Second, we have to realize that when students do something interesting digitally, they often try to share it. And that sharing stems from a natural interest in exhibiting something they’re proud of, but it’s also an interest in learning. In many cases, it’s an interest in learning what their peers think about a video or photo they’ve taken. Will it get lots of likes or shares or retweets? Will it make someone laugh?

We don’t exploit that interest in exhibition and learning with digital math tools. You create dull work and you share it with nobody but the machine. At Desmos, we seek to give students interesting work and put them in places to share it with each other.

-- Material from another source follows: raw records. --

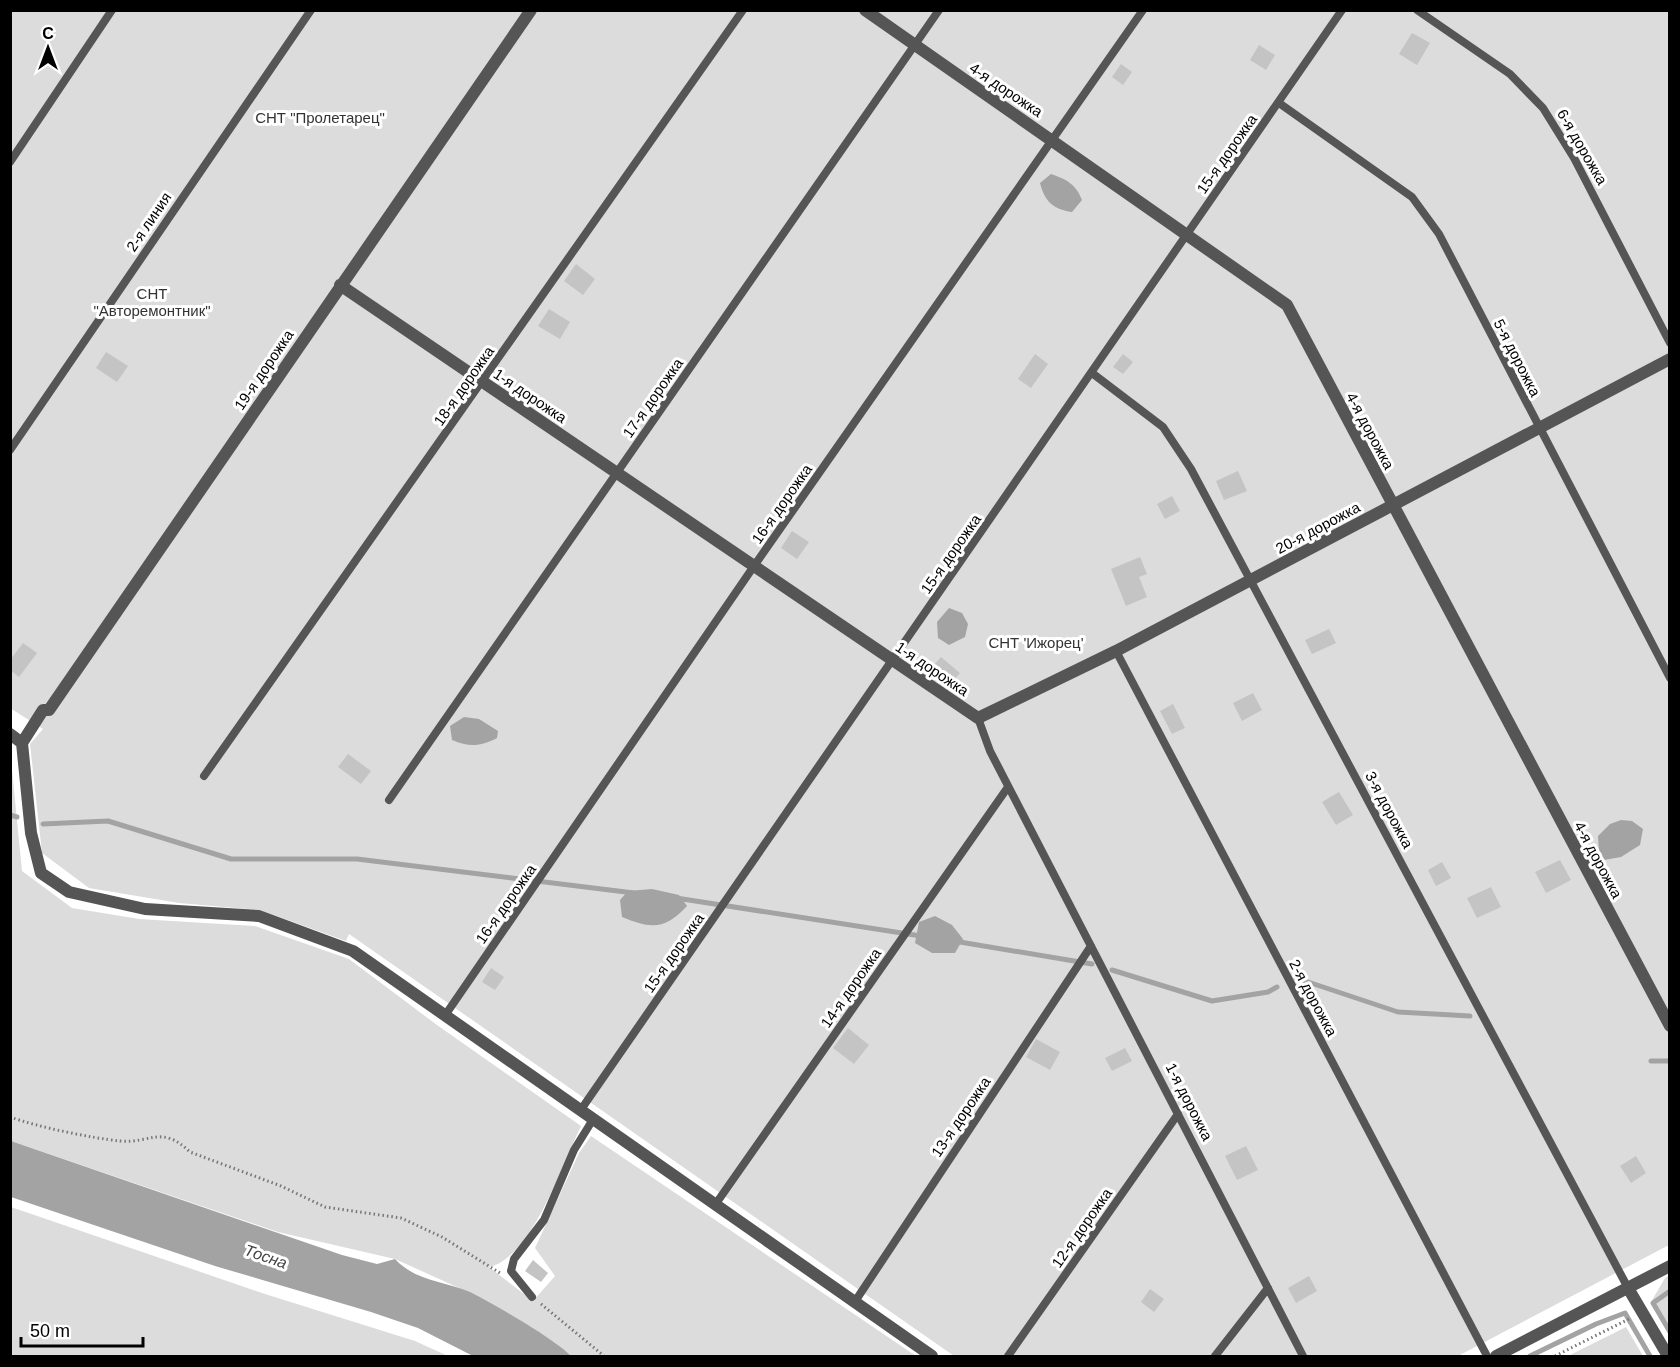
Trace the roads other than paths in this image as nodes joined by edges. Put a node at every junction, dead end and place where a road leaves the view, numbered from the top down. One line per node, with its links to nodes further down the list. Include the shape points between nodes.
1 (112, 10): 13 (lane)
2 (311, 10): 21 (lane, 2-я линия)
3 (531, 10): 15 (street, 19-я дорожка)
4 (743, 10): 19 (lane, 18-я дорожка)
5 (865, 10): 10 (street, 4-я дорожка)
6 (939, 10): 10 (lane, 17-я дорожка)
7 (1143, 10): 12 (lane, 16-я дорожка)
8 (1342, 10): 11 (lane, 15-я дорожка)
9 (1417, 10): 16 (lane, 6-я дорожка, via 1510,74 1543,108 1574,158)
10 (914, 45): 12 (street, 4-я дорожка); 22 (lane, 17-я дорожка)
11 (1279, 103): 14 (lane, 15-я дорожка); 20 (lane, 5-я дорожка, via 1412,197 1439,234)
12 (1054, 140): 14 (street, 4-я дорожка); 24 (lane, 16-я дорожка)
13 (10, 162)
14 (1187, 234): 18 (lane, 15-я дорожка); 23 (street, 4-я дорожка, via 1287,305)
15 (340, 285): 19 (street, 1-я дорожка); 31 (street, 19-я дорожка, via 50,710 43,710)
16 (1670, 343)
17 (1670, 359): 20 (street, 20-я дорожка)
18 (1092, 373): 25 (lane, 3-я дорожка, via 1163,427 1191,469); 27 (lane, 15-я дорожка)
19 (484, 382): 22 (street, 1-я дорожка); 32 (lane, 18-я дорожка)
20 (1538, 429): 23 (street, 20-я дорожка); 28 (lane, 5-я дорожка)
21 (10, 450)
22 (617, 473): 24 (street, 1-я дорожка); 34 (lane, 17-я дорожка)
23 (1393, 506): 25 (street, 20-я дорожка); 37 (street, 4-я дорожка)
24 (754, 566): 27 (street, 1-я дорожка); 36 (lane, 16-я дорожка)
25 (1252, 580): 26 (street, 20-я дорожка); 44 (lane, 3-я дорожка)
26 (1116, 651): 29 (street, 20-я дорожка); 51 (lane, 2-я дорожка)
27 (894, 661): 29 (street, 1-я дорожка); 38 (lane, 15-я дорожка)
28 (1670, 678)
29 (978, 718): 33 (lane, 1-я дорожка)
30 (10, 734): 31 (street)
31 (22, 743): 36 (street, via 31,833 41,873 69,892 145,909 258,916 353,951)
32 (204, 776)
33 (1008, 786): 35 (lane, 1-я дорожка); 41 (lane, 14-я дорожка)
34 (389, 800)
35 (1089, 950): 39 (lane, 1-я дорожка); 46 (lane, 13-я дорожка)
36 (446, 1014): 38 (street)
37 (1670, 1026)
38 (580, 1111): 40 (street)
39 (1178, 1114): 43 (lane, 1-я дорожка); 48 (lane, 12-я дорожка)
40 (592, 1121): 41 (street); 45 (lane, via 574,1149 544,1220 514,1259 512,1271)
41 (715, 1205): 46 (street)
42 (1670, 1266): 44 (street)
43 (1268, 1288): 49 (lane); 50 (lane, 1-я дорожка)
44 (1628, 1288): 52 (street); 53 (street)
45 (532, 1297)
46 (854, 1303): 47 (street)
47 (932, 1356)
48 (1008, 1356)
49 (1215, 1356)
50 (1304, 1356)
51 (1487, 1356)
52 (1496, 1356)
53 (1668, 1356)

Another fear related to online learning tools is that we are moving towards the obsolescence of teachers, who will be replaced by online programs that can provide instant feedback and the opportunity to move at your own pace (Khan Academy, for example, is viewed by some as an early glimpse into this future). What’s your position? In your view, what role does the (human) teacher play in the digital age?

At Desmos, we design our activities with the assumption that a knowledgeable teacher is in the room. We can’t realize our highest aspirations for student learning without teachers. We want to ask students questions that machines can’t easily grade (written responses and sketches of relationships, for example) and we want students to see connections and structure in the class’s thinking that machines don’t know how to generate. We need teachers looking at all the work students are doing on our dashboard and thinking about the kinds of questions they’ll ask about it. We envision productive human-computer partnerships of the sort we saw in the experiments of the late 1990s, where humans and computers working together in a chess match outperformed humans or computers on their own.

Related to your interest in supporting the teaching and learning of mathematics through digital technology is your interest in improving the teaching of mathematical modeling. You have written that you studied mathematics as a child and mathematics education as an adult because of powerful experiences you had of using mathematics as a model for the world around you, and would like students to have similar experiences (Meyer, 2015b). However, as you write, “modeling with mathematics […] [is] one of the practice standards most in need of explication. Five different teachers may have five different understandings of its meaning.” (2015b, p. 579). 

What do you mean by mathematical modeling? How do your Three-Act Tasks, a framework which you introduced on your blog in 2011, engage students in the process of mathematical modeling?

“Students get very few modeling experiences, even from problems in textbooks that are labeled ‘modeling.'”

Modeling is a constellation of verbs that include identifying essential information to a question, formulating a model that structures that information, using the model, interpreting what the model tells you, and validating your interpretation back in the world. It’s commonly seen as a cycle, where your validation underperforms your expectations so you circle back to your earlier assumptions and start again.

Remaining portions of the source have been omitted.